(STUDY MATERIAL)

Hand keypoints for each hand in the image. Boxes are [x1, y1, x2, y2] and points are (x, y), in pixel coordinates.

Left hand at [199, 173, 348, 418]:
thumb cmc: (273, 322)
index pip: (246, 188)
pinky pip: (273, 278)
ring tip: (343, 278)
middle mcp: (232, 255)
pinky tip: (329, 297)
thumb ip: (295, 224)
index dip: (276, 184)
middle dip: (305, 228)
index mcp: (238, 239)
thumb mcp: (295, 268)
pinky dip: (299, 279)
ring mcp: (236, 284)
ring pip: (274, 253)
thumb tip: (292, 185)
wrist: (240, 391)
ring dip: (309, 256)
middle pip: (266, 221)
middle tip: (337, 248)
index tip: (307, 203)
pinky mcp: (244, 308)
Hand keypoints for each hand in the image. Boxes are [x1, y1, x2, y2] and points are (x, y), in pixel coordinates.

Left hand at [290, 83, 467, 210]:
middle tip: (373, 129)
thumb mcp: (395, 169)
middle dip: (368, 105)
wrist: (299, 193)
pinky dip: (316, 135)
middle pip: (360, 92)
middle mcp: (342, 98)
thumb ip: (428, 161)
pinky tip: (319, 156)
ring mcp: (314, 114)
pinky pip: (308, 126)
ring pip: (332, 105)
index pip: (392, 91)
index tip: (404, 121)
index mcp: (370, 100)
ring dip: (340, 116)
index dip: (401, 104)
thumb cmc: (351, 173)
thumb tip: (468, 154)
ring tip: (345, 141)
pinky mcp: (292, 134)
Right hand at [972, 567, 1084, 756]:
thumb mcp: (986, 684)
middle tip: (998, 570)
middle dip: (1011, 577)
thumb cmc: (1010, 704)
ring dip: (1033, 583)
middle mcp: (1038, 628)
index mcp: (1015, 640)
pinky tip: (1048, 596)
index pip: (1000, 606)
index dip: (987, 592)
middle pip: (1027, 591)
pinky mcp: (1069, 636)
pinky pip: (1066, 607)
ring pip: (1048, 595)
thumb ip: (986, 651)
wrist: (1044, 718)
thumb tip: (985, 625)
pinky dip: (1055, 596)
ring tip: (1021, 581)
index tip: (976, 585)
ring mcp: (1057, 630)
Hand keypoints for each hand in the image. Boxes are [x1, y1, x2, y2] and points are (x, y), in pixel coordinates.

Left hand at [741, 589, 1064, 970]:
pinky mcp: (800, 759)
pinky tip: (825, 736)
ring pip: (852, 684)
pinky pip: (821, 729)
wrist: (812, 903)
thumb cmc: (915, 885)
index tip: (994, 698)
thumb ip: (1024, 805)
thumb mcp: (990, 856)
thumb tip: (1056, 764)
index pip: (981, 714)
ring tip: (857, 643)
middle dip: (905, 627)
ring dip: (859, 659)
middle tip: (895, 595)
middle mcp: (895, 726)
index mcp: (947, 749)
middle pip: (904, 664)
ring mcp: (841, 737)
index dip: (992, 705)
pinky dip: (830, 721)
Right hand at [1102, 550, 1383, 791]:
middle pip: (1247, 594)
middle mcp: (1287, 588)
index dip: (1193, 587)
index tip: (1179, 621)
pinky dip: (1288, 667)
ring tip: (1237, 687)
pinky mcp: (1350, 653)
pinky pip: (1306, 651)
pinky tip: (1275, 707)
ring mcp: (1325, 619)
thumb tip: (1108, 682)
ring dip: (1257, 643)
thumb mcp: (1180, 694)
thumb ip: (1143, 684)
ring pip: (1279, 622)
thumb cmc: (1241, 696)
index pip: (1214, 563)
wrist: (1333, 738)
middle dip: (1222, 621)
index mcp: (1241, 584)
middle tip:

(End STUDY MATERIAL)

The line above containing "pinky mcp: (292, 134)", the line containing "pinky dip: (1055, 596)", and every line between them are to be transcribed exactly; no other line is wanted.

● **OUTPUT OF THE TASK**
pinky mcp: (292, 134)
Right hand at [972, 567, 1084, 756]:
thumb mcp: (986, 684)
middle tip: (998, 570)
middle dip: (1011, 577)
thumb cmc: (1010, 704)
ring dip: (1033, 583)
middle mcp: (1038, 628)
index mcp: (1015, 640)
pinky tip: (1048, 596)
index pip: (1000, 606)
index dip: (987, 592)
middle pip: (1027, 591)
pinky mcp: (1069, 636)
pinky pip: (1066, 607)
ring pip: (1048, 595)
thumb ip: (986, 651)
wrist: (1044, 718)
thumb tip: (985, 625)
pinky dip: (1055, 596)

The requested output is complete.